Fiction must fulfill certain expectations. It needs to feel original, fun, true-to-life,
and causal rather than contrived. Otherwise, it’s not surprising—simply disappointing. At some point, though, fiction must overturn
expectations instead of merely meeting them. If readers can predict everything
to come, why continue reading?
Readers derive the greatest satisfaction from characters
that astonish while remaining believable. Readers enjoy situations that make
sense yet yield plausible outcomes no one could possibly predict.
Sounds great, but how do you accomplish that? It’s easier
than it sounds. Millennia ago, Heraclitus said that “Character is fate.” In
other words, who a character is—at the deepest essence—determines what she or
he is capable of—what it’s possible to do or achieve. This observation about
human nature generates several choices in terms of plotting plausibly but
unpredictably.
a.)
Create situations of such duress that character
surprise themselves with their accomplishments, whether physical, moral, or psychological.

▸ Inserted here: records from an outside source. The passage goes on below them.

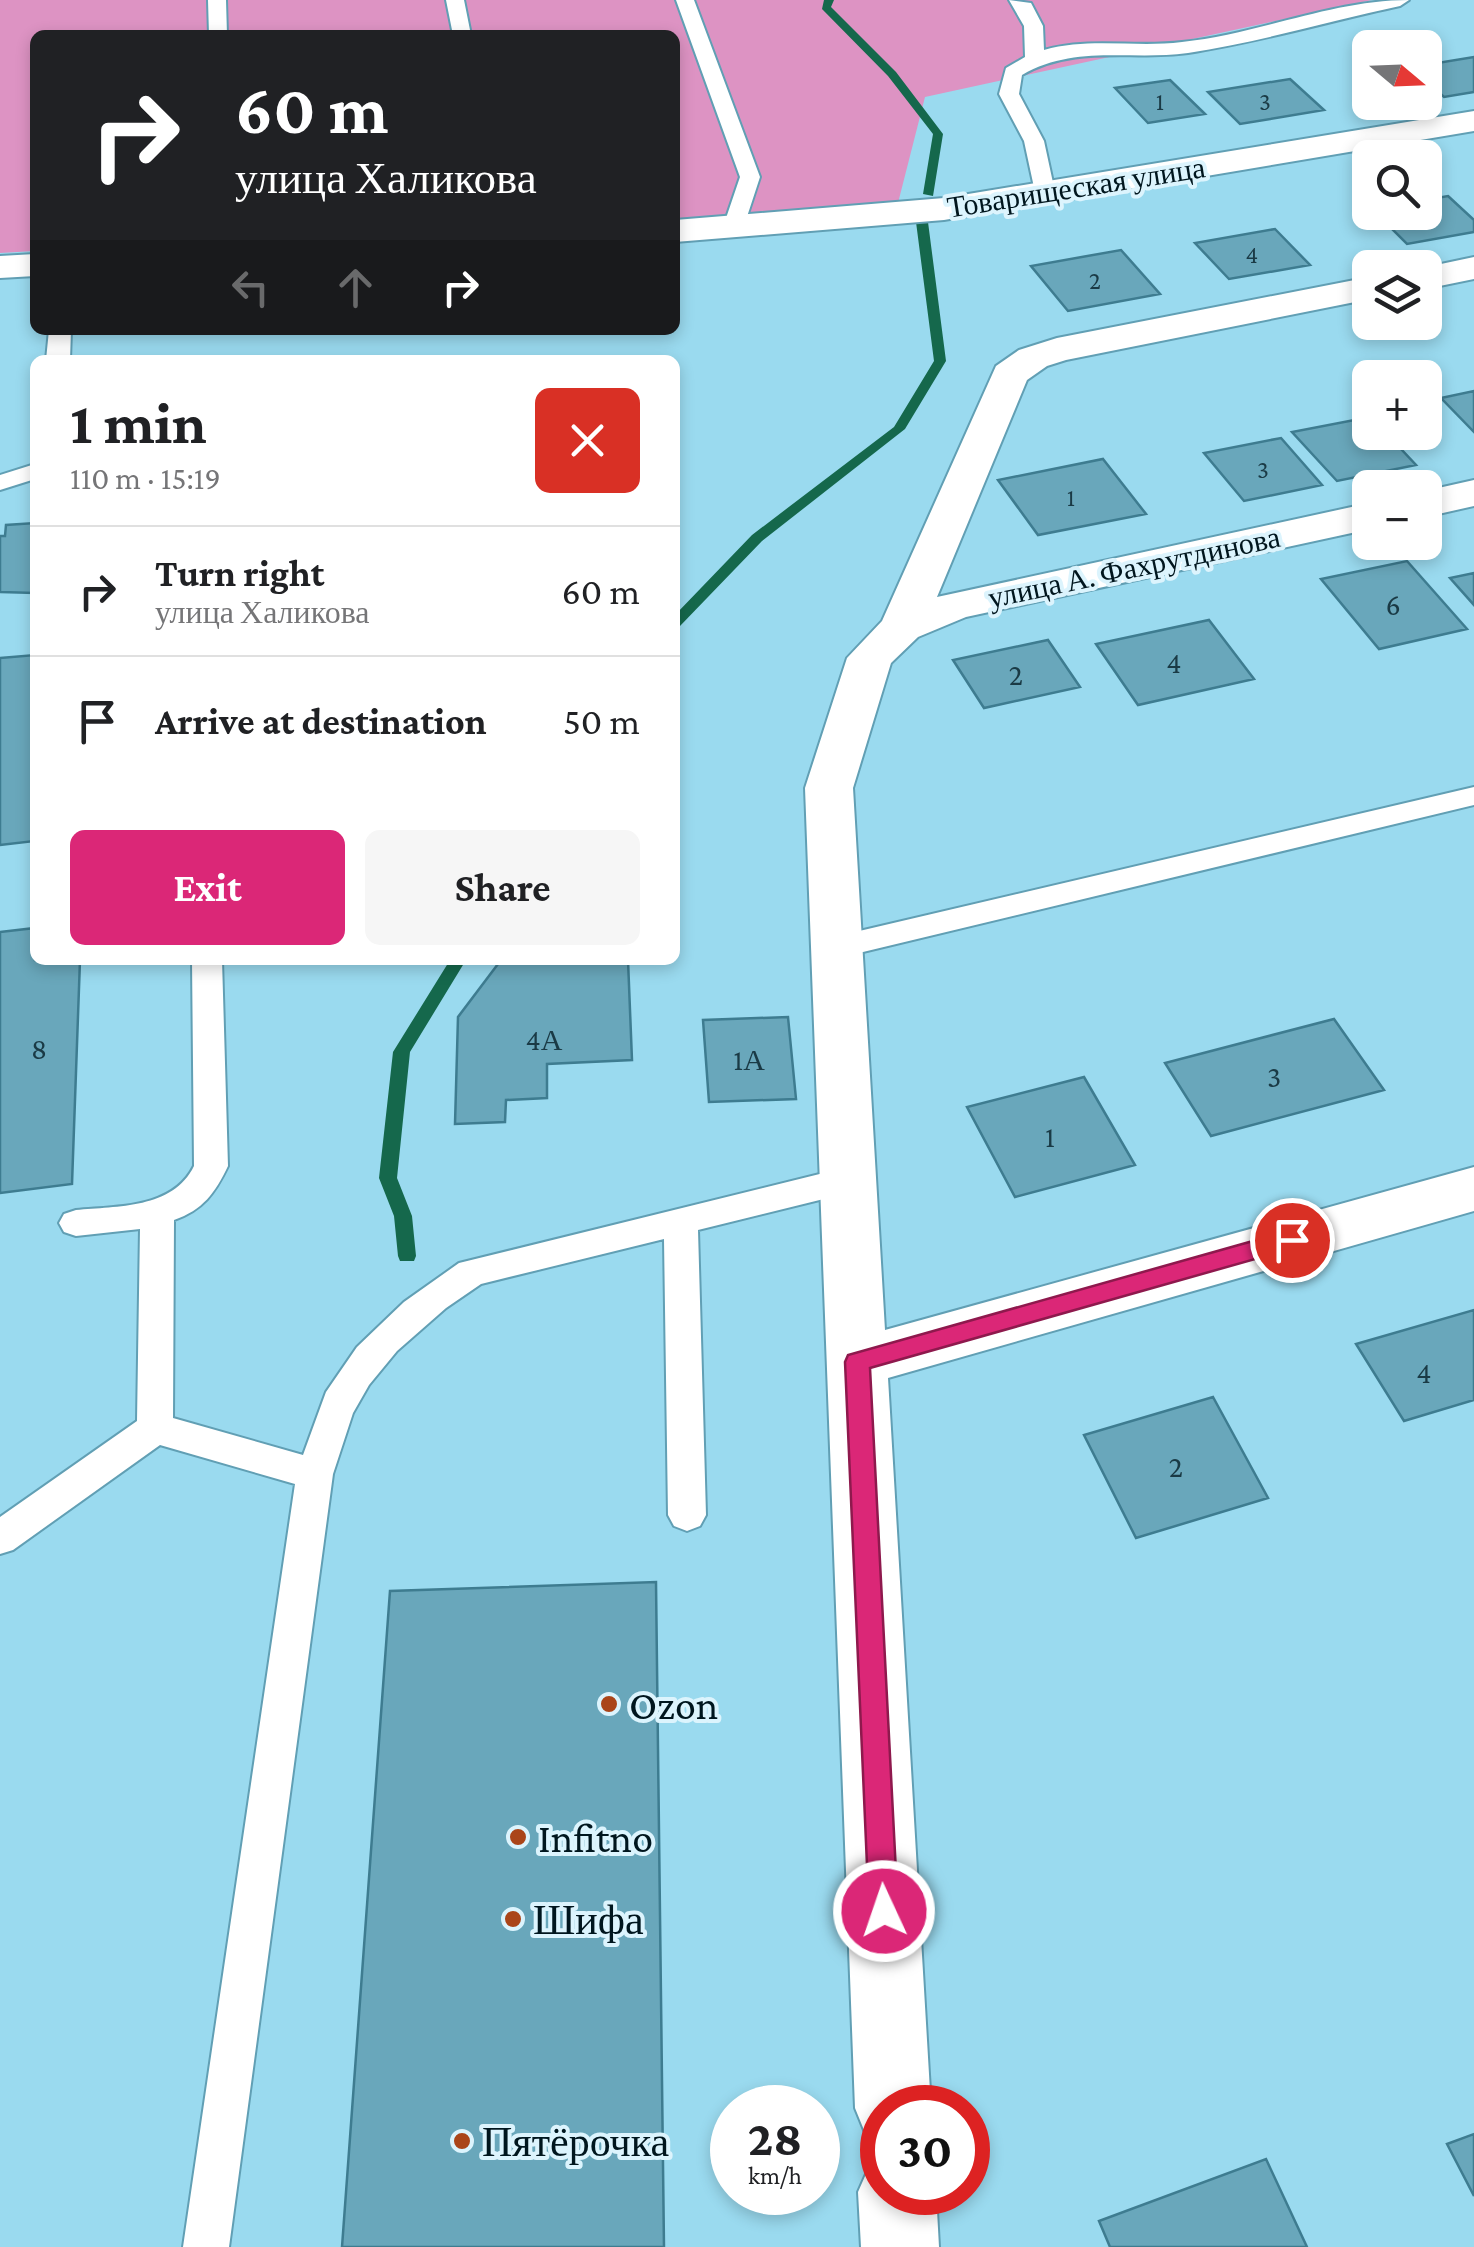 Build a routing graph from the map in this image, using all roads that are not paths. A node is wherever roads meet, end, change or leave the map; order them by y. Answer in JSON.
{"nodes":[{"id":1,"x":218,"y":0,"type":"edge"},
{"id":2,"x":455,"y":0,"type":"edge"},
{"id":3,"x":686,"y":0,"type":"edge"},
{"id":4,"x":1018,"y":0,"type":"edge"},
{"id":5,"x":1329,"y":0,"type":"edge"},
{"id":6,"x":1400,"y":0,"type":"edge"},
{"id":7,"x":1302,"y":17,"type":"junction"},
{"id":8,"x":218,"y":30,"type":"edge"},
{"id":9,"x":461,"y":30,"type":"edge"},
{"id":10,"x":1034,"y":57,"type":"junction"},
{"id":11,"x":1474,"y":121,"type":"edge"},
{"id":12,"x":1045,"y":192,"type":"junction"},
{"id":13,"x":734,"y":226,"type":"junction"},
{"id":14,"x":680,"y":230,"type":"edge"},
{"id":15,"x":30,"y":265,"type":"edge"},
{"id":16,"x":0,"y":267,"type":"edge"},
{"id":17,"x":1474,"y":268,"type":"edge"},
{"id":18,"x":1442,"y":275,"type":"edge"},
{"id":19,"x":1352,"y":292,"type":"edge"},
{"id":20,"x":30,"y":472,"type":"edge"},
{"id":21,"x":0,"y":483,"type":"edge"},
{"id":22,"x":1474,"y":494,"type":"edge"},
{"id":23,"x":1442,"y":501,"type":"edge"},
{"id":24,"x":1352,"y":520,"type":"edge"},
{"id":25,"x":902,"y":628,"type":"junction"},
{"id":26,"x":1474,"y":796,"type":"edge"},
{"id":27,"x":838,"y":947,"type":"junction"},
{"id":28,"x":207,"y":965,"type":"edge"},
{"id":29,"x":848,"y":1180,"type":"junction"},
{"id":30,"x":1474,"y":1188,"type":"edge"},
{"id":31,"x":156,"y":1212,"type":"junction"},
{"id":32,"x":681,"y":1221,"type":"junction"},
{"id":33,"x":76,"y":1223,"type":"dead end"},
{"id":34,"x":857,"y":1362,"type":"junction"},
{"id":35,"x":155,"y":1428,"type":"junction"},
{"id":36,"x":314,"y":1474,"type":"junction"},
{"id":37,"x":687,"y":1515,"type":"dead end"},
{"id":38,"x":0,"y":1538,"type":"edge"},
{"id":39,"x":892,"y":2085,"type":"edge"},
{"id":40,"x":898,"y":2215,"type":"edge"},
{"id":41,"x":206,"y":2247,"type":"edge"},
{"id":42,"x":900,"y":2247,"type":"edge"}],
"edges":[{"from":1,"to":8,"type":"lane"},
{"from":2,"to":9,"type":"lane"},
{"from":3,"to":13,"type":"lane"},
{"from":4,"to":10,"type":"lane"},
{"from":5,"to":7,"type":"lane"},
{"from":6,"to":7,"type":"lane"},
{"from":7,"to":10,"type":"lane"},
{"from":10,"to":12,"type":"lane"},
{"from":11,"to":12,"type":"street","name":"Товарищеская улица"},
{"from":12,"to":13,"type":"street","name":"Товарищеская улица"},
{"from":13,"to":14,"type":"street","name":"Товарищеская улица"},
{"from":15,"to":16,"type":"street"},
{"from":17,"to":18,"type":"street"},
{"from":19,"to":25,"type":"street"},
{"from":20,"to":21,"type":"lane"},
{"from":22,"to":23,"type":"street"},
{"from":24,"to":25,"type":"street","name":"улица А. Фахрутдинова"},
{"from":25,"to":27,"type":"street"},
{"from":26,"to":27,"type":"lane"},
{"from":27,"to":29,"type":"street"},
{"from":28,"to":31,"type":"lane"},
{"from":29,"to":32,"type":"lane"},
{"from":29,"to":34,"type":"street"},
{"from":30,"to":34,"type":"street"},
{"from":31,"to":33,"type":"lane"},
{"from":31,"to":35,"type":"lane"},
{"from":32,"to":36,"type":"lane"},
{"from":32,"to":37,"type":"lane"},
{"from":34,"to":39,"type":"street"},
{"from":35,"to":36,"type":"lane"},
{"from":35,"to":38,"type":"lane"},
{"from":36,"to":41,"type":"lane"},
{"from":40,"to":42,"type":"street"}]}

Often, people can’t even meet their own expectations until circumstances demand
that. If characters surprise themselves,
they surprise those reading about their fate.
b.)
Create characters of such complexity that they not only
get themselves into complicated situations but also devise complicated
strategies for ultimately achieving their goals. Characters shape destiny through
their own choices.
c.)
Create an environment that determines fate, whether
because of cataclysm, status or even the protagonist’s own dreams (or
nightmares). This source of possibility contains more choices than you might
think. Whether futuristic, current, or historical, whether urban or rural, fictitious
or factual, the trick is how setting impacts every one of your characters—but particularly
your protagonist. This is less about geography than a combination of culture,
luck, and constraint. How does that generate the surprise of true character?
Tip: Probe the
commonplace and familiar deeply enough to summon true yet nevertheless surprising
truths.
Each of these solutions requires pre-planning. Genuine surprise
arises not from gimmicks but understanding character, plot, and setting so
comprehensively that your fiction works from a solid foundation of credibility
to yield what feels inevitable, but only after the climax. The very best
fiction surprises even its own author.